DeepMind tests the limits of large AI language systems with a model of 280 billion parameters

Language generation is the hottest thing in AI right now, with a class of systems known as “big language models” (or LLMs) being used for everything from improving Google’s search engine to creating text based fantasy games. But these programs also have serious problems, including spewing sexist and racist language and failing tests of logical reasoning. A big question is: can these weaknesses be improved by simply adding more data and computing power, or are we reaching the limits of this technological paradigm?

This is one of the topics Alphabet’s DeepMind AI lab is tackling in a trio of research papers published today. The company’s conclusion is that further scaling up these systems should yield many improvements. “A key finding of the paper is that the advancement and capabilities of large language models are still increasing. This is not an area that has stalled,” DeepMind researcher Jack Rae told reporters in a briefing call.

DeepMind, which regularly feeds its work into Google products, has explored the capabilities of these LLMs by building a language model with 280 billion parameters called Gopher. Parameters are a quick measure of the size and complexity of a language model, meaning that Gopher is larger than OpenAI’s GPT-3 (175 billion parameters), but not as large as some more experimental systems, such as Microsoft and Nvidia’s Megatron Model (530 billion parameters).
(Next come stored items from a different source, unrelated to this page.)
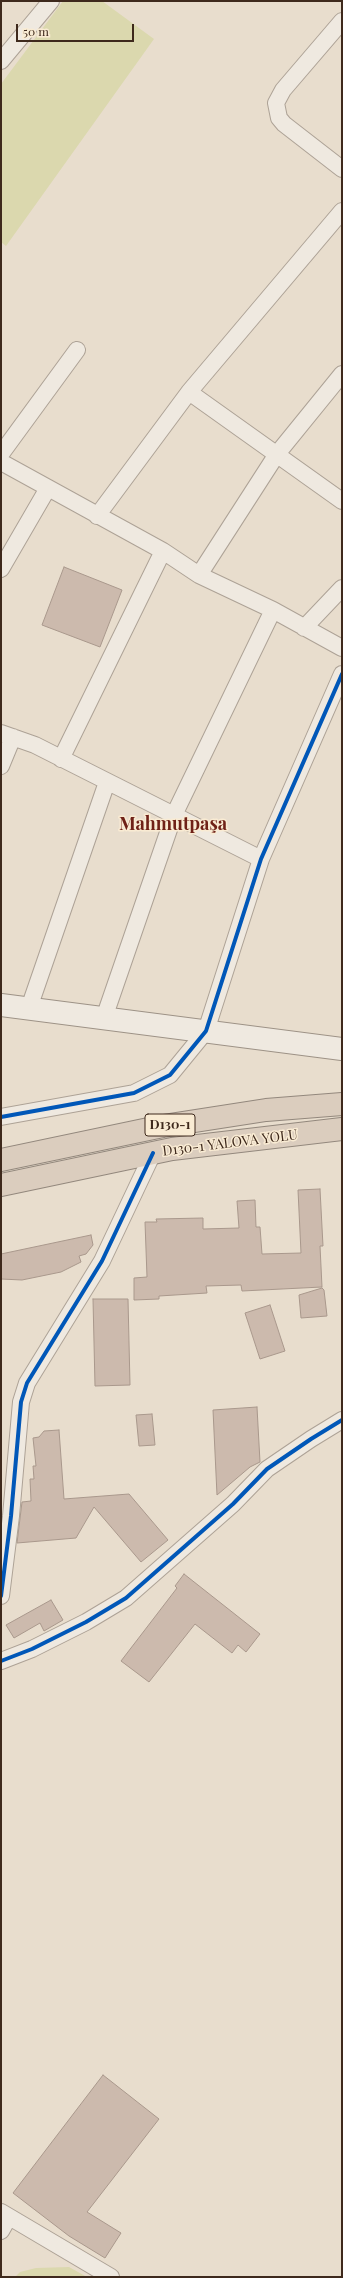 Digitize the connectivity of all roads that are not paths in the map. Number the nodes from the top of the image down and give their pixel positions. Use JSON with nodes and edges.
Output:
{"nodes":[{"id":1,"x":51,"y":1,"type":"edge"},
{"id":2,"x":342,"y":21,"type":"edge"},
{"id":3,"x":1,"y":61,"type":"edge"},
{"id":4,"x":342,"y":169,"type":"edge"},
{"id":5,"x":342,"y":211,"type":"edge"},
{"id":6,"x":77,"y":350,"type":"dead end"},
{"id":7,"x":342,"y":374,"type":"edge"},
{"id":8,"x":189,"y":392,"type":"junction"},
{"id":9,"x":1,"y":454,"type":"edge"},
{"id":10,"x":277,"y":454,"type":"junction"},
{"id":11,"x":1,"y":462,"type":"edge"},
{"id":12,"x":48,"y":488,"type":"junction"},
{"id":13,"x":342,"y":501,"type":"edge"},
{"id":14,"x":97,"y":516,"type":"junction"},
{"id":15,"x":163,"y":552,"type":"junction"},
{"id":16,"x":1,"y":570,"type":"edge"},
{"id":17,"x":199,"y":575,"type":"junction"},
{"id":18,"x":342,"y":588,"type":"edge"},
{"id":19,"x":273,"y":610,"type":"junction"},
{"id":20,"x":304,"y":628,"type":"junction"},
{"id":21,"x":342,"y":648,"type":"edge"},
{"id":22,"x":342,"y":674,"type":"edge"},
{"id":23,"x":7,"y":735,"type":"edge"},
{"id":24,"x":61,"y":759,"type":"junction"},
{"id":25,"x":1,"y":766,"type":"edge"},
{"id":26,"x":107,"y":782,"type":"junction"},
{"id":27,"x":174,"y":815,"type":"junction"},
{"id":28,"x":261,"y":859,"type":"junction"},
{"id":29,"x":1,"y":1005,"type":"edge"},
{"id":30,"x":29,"y":1008,"type":"junction"},
{"id":31,"x":104,"y":1018,"type":"junction"},
{"id":32,"x":206,"y":1031,"type":"junction"},
{"id":33,"x":342,"y":1049,"type":"edge"},
{"id":34,"x":342,"y":1104,"type":"edge"},
{"id":35,"x":1,"y":1117,"type":"edge"},
{"id":36,"x":342,"y":1130,"type":"edge"},
{"id":37,"x":153,"y":1153,"type":"junction"},
{"id":38,"x":1,"y":1160,"type":"edge"},
{"id":39,"x":1,"y":1185,"type":"edge"},
{"id":40,"x":342,"y":1420,"type":"edge"},
{"id":41,"x":1,"y":1596,"type":"edge"},
{"id":42,"x":1,"y":1661,"type":"edge"},
{"id":43,"x":5,"y":2215,"type":"edge"},
{"id":44,"x":1,"y":2231,"type":"edge"},
{"id":45,"x":111,"y":2277,"type":"edge"}],
"edges":[{"from":1,"to":3,"type":"street"},
{"from":2,"to":4,"type":"street"},
{"from":5,"to":8,"type":"street"},
{"from":6,"to":9,"type":"street"},
{"from":7,"to":10,"type":"street"},
{"from":8,"to":10,"type":"street"},
{"from":8,"to":14,"type":"street"},
{"from":10,"to":13,"type":"street"},
{"from":10,"to":17,"type":"street"},
{"from":11,"to":12,"type":"street"},
{"from":12,"to":14,"type":"street"},
{"from":12,"to":16,"type":"street"},
{"from":14,"to":15,"type":"street"},
{"from":15,"to":17,"type":"street"},
{"from":15,"to":24,"type":"street"},
{"from":17,"to":19,"type":"street"},
{"from":18,"to":20,"type":"street"},
{"from":19,"to":20,"type":"street"},
{"from":19,"to":27,"type":"street"},
{"from":20,"to":21,"type":"street"},
{"from":22,"to":28,"type":"street"},
{"from":23,"to":24,"type":"street"},
{"from":23,"to":25,"type":"street"},
{"from":24,"to":26,"type":"street"},
{"from":26,"to":27,"type":"street"},
{"from":26,"to":30,"type":"street"},
{"from":27,"to":28,"type":"street"},
{"from":27,"to":31,"type":"street"},
{"from":28,"to":32,"type":"street"},
{"from":29,"to":30,"type":"main road"},
{"from":30,"to":31,"type":"main road"},
{"from":31,"to":32,"type":"main road"},
{"from":32,"to":33,"type":"main road"},
{"from":32,"to":35,"type":"street"},
{"from":34,"to":38,"type":"highway","number":"D130-1"},
{"from":36,"to":37,"type":"highway","name":"D130-1 YALOVA YOLU","number":"D130-1"},
{"from":37,"to":39,"type":"highway","name":"D130-1 YALOVA YOLU","number":"D130-1"},
{"from":37,"to":41,"type":"street"},
{"from":40,"to":42,"type":"street"},
{"from":43,"to":44,"type":"street"},
{"from":43,"to":45,"type":"street"}]} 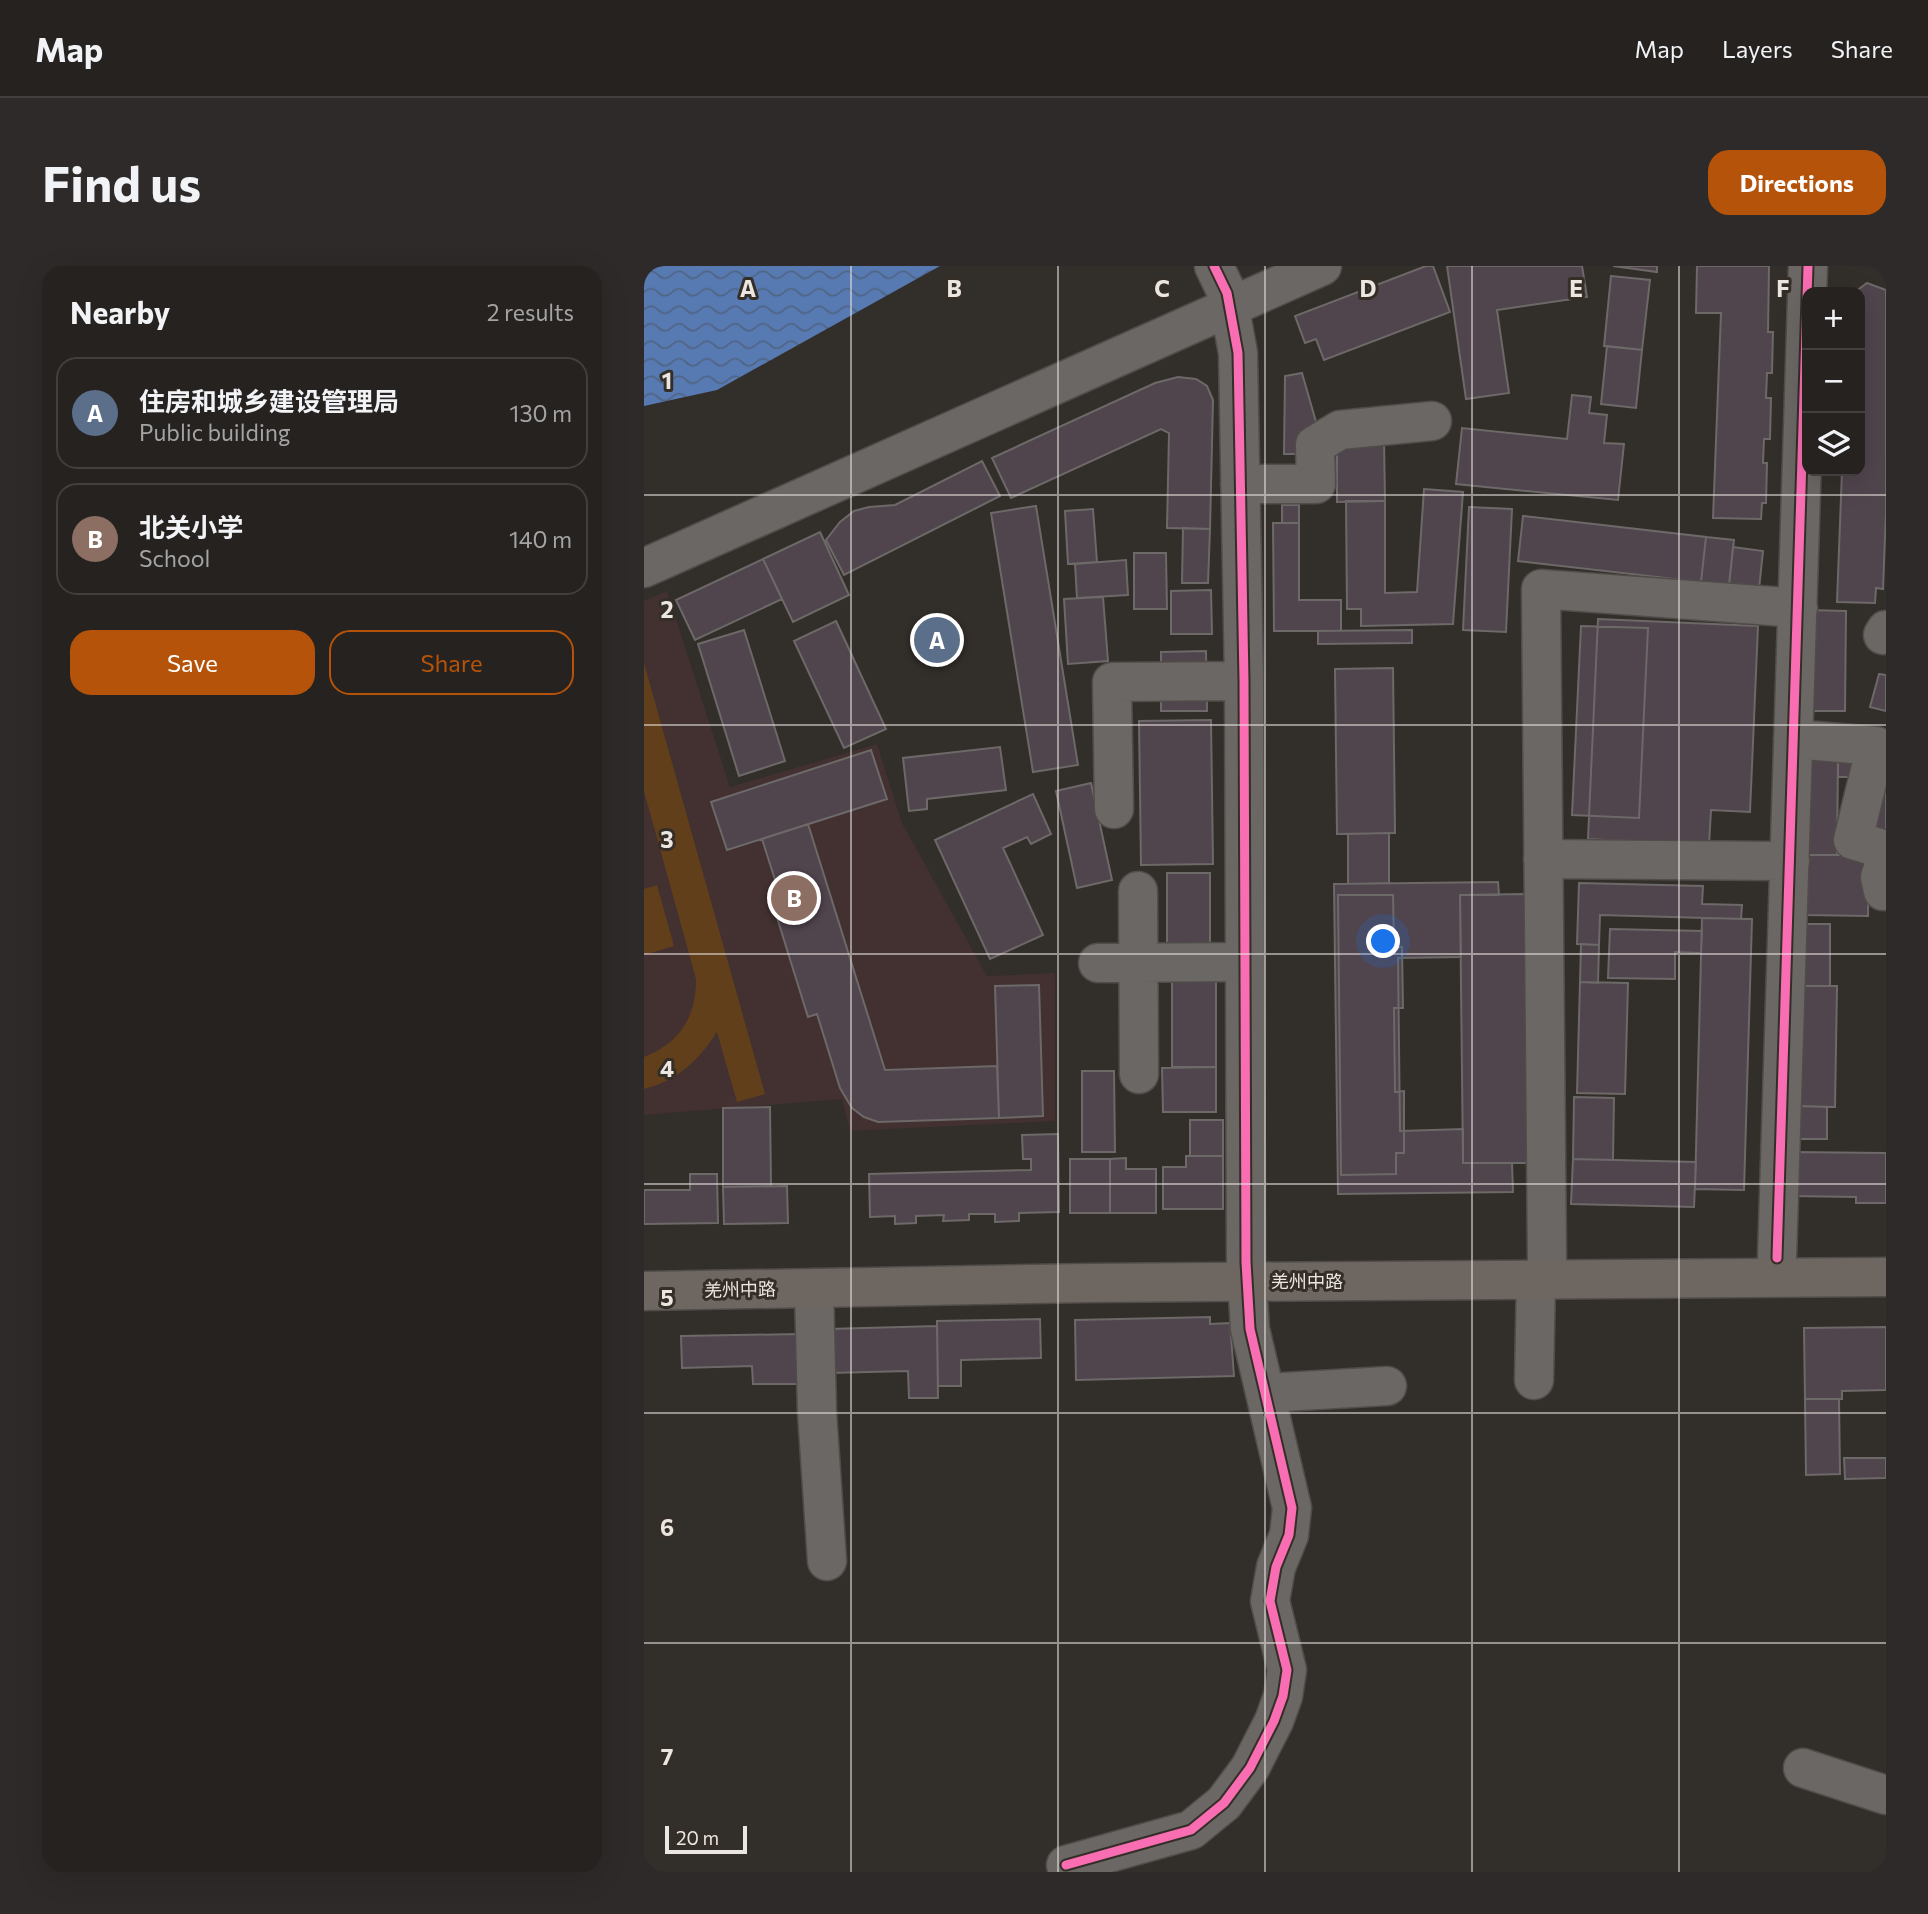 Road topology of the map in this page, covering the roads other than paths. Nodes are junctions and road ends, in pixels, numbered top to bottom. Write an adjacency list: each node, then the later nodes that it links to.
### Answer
1 (1214, 266): 4 (street)
2 (1322, 266): 4 (street)
3 (1808, 266): 8 (street)
4 (1229, 307): 6 (street); 7 (street)
5 (1432, 421): 6 (street)
6 (1240, 484): 9 (street)
7 (644, 568)
8 (1797, 608): 10 (street); 13 (street)
9 (1244, 681): 11 (street); 18 (street)
10 (1793, 739): 12 (street); 15 (street)
11 (1114, 809)
12 (1886, 850)
13 (1544, 859): 15 (street); 24 (street)
14 (1886, 859): 17 (street)
15 (1790, 861): 23 (street)
16 (1138, 891): 20 (street)
17 (1886, 891)
18 (1245, 962): 20 (street); 26 (street)
19 (1098, 963): 20 (street)
20 (1138, 963): 21 (street)
21 (1139, 1074)
22 (1886, 1257): 23 (main road, 羌州中路)
23 (1777, 1258): 24 (main road, 羌州中路)
24 (1542, 1269): 26 (main road, 羌州中路); 27 (main road, 羌州中路); 30 (street)
25 (644, 1271): 26 (main road, 羌州中路)
26 (1247, 1272): 28 (main road, 羌州中路); 32 (street)
27 (1886, 1277)
28 (814, 1288): 29 (main road, 羌州中路); 33 (street)
29 (644, 1291)
30 (1534, 1380)
31 (1387, 1386): 32 (street)
32 (1265, 1394): 36 (street)
33 (827, 1561)
34 (1803, 1768): 35 (street)
35 (1886, 1795)
36 (1066, 1865)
It’s generally true in the AI ​​world that bigger is better, with larger models usually offering higher performance. DeepMind’s research confirms this trend and suggests that scaling LLMs provides better performance on the most common benchmarks that test things like sentiment analysis and summary. However, researchers also warned that some problems inherent in language models require more than just data and computing power to solve.

“I think right now it really looks like the model could fail in several ways,” Rae said. “Some of those ways are because the model just doesn’t understand what it’s reading well enough, and I feel like for that class of problems, we’re just going to see improved performance with more data and scale.”

But, he added, there are “other categories of problems, such as the model that perpetuates stereotypical prejudice or the model that is tricked into telling falsehoods, which […] no one at DeepMind thinks that scale will be the answer [to].” In these cases, language models need “additional training routines,” such as feedback from human users, he noted.

To arrive at these conclusions, the DeepMind researchers evaluated a series of language models of varying sizes on 152 language tasks or benchmarks. They found that larger models generally yielded better results, with Gopher itself offering state-of-the-art performance on about 80 percent of the tests selected by the scientists.

In another article, the company also explored the wide range of potential harm associated with deploying LLMs. These include the systems’ use of toxic language, their ability to share misinformation, and their potential to be used for malicious purposes, such as sharing spam or propaganda. All of these issues will become increasingly important as AI language models become more widely deployed, for example as chatbots and sales agents.

However, it’s worth remembering that performance on benchmarks isn’t the only thing when evaluating machine learning systems. In a recent newspaper, a number of AI researchers (including two from Google) have explored the limitations of benchmarks, noting that these datasets will always be limited in scope and unable to match the complexity of the real world. As is often the case with new technology, the only reliable way to test these systems is to see how they perform in the field. With large language models, we will see more of these applications soon.